U.S. electric vehicle (EV) startup Fisker (NYSE:) saw its stock price plummet more than 35% earlier this week after reports the company had hired restructuring advisors in the face of possible bankruptcy.
The company, which faces the risk of running out of cash by the end of the year, has engaged financial consulting firm FTI Consulting and law firm Davis Polk to explore legal options for potential bankruptcy proceedings.
But the stock rebounded sharply in pre-market trading on Friday after the automaker announced it was moving forward with a business plan to raise capital and was in talks with major car companies.
“Fisker is focused on raising additional capital and forming strategic partnerships with major automakers. The company also continues to pursue a transition to a dealer partnership model in both North America and Europe.” the companies said in a statement Thursday.

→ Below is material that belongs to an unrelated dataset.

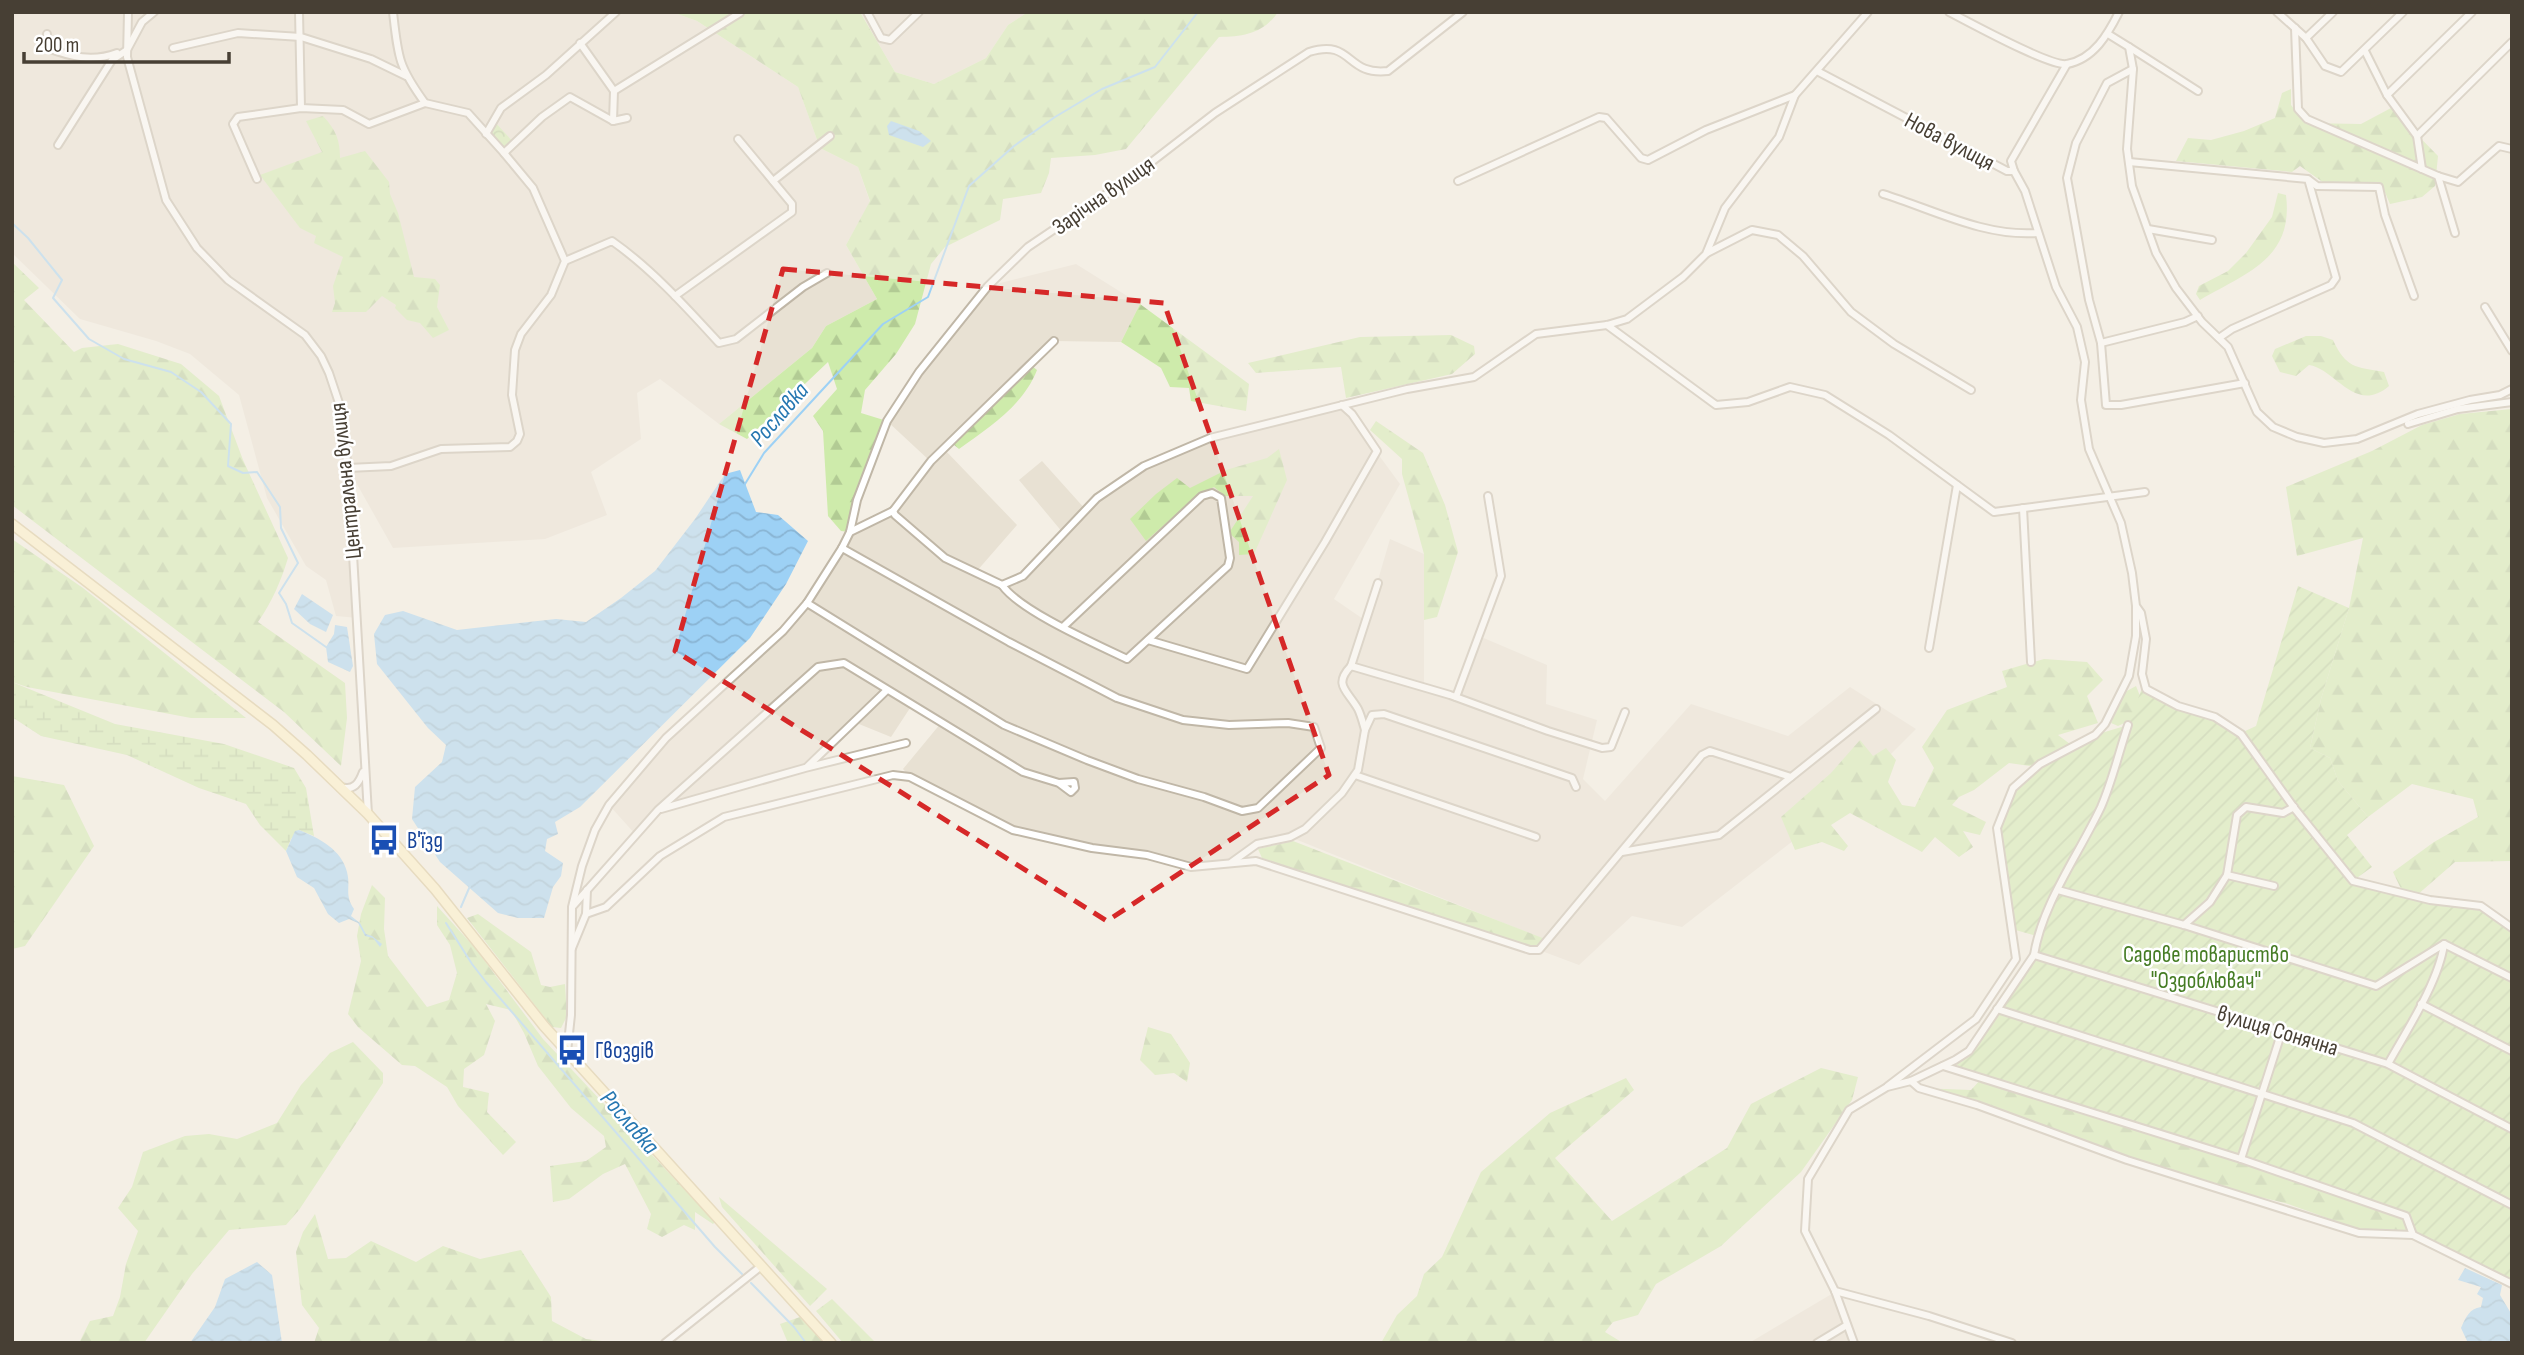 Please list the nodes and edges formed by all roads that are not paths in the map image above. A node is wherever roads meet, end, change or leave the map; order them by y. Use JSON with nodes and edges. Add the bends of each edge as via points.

FSR rose 35.1% in Friday's pre-market.
“As a matter of company policy, Fisker does not comment on market rumors or speculation,” Fisker said. “However, Fisker often works with external advisors to assist with business management and to assist with strategy development and execution,” he added.
Last month, Fisker issued a “going concern” warning, indicating the company could run out of cash by the end of the year. In late February, Fisker postponed releasing its full 2023 financial results, citing a lack of sufficient accountants.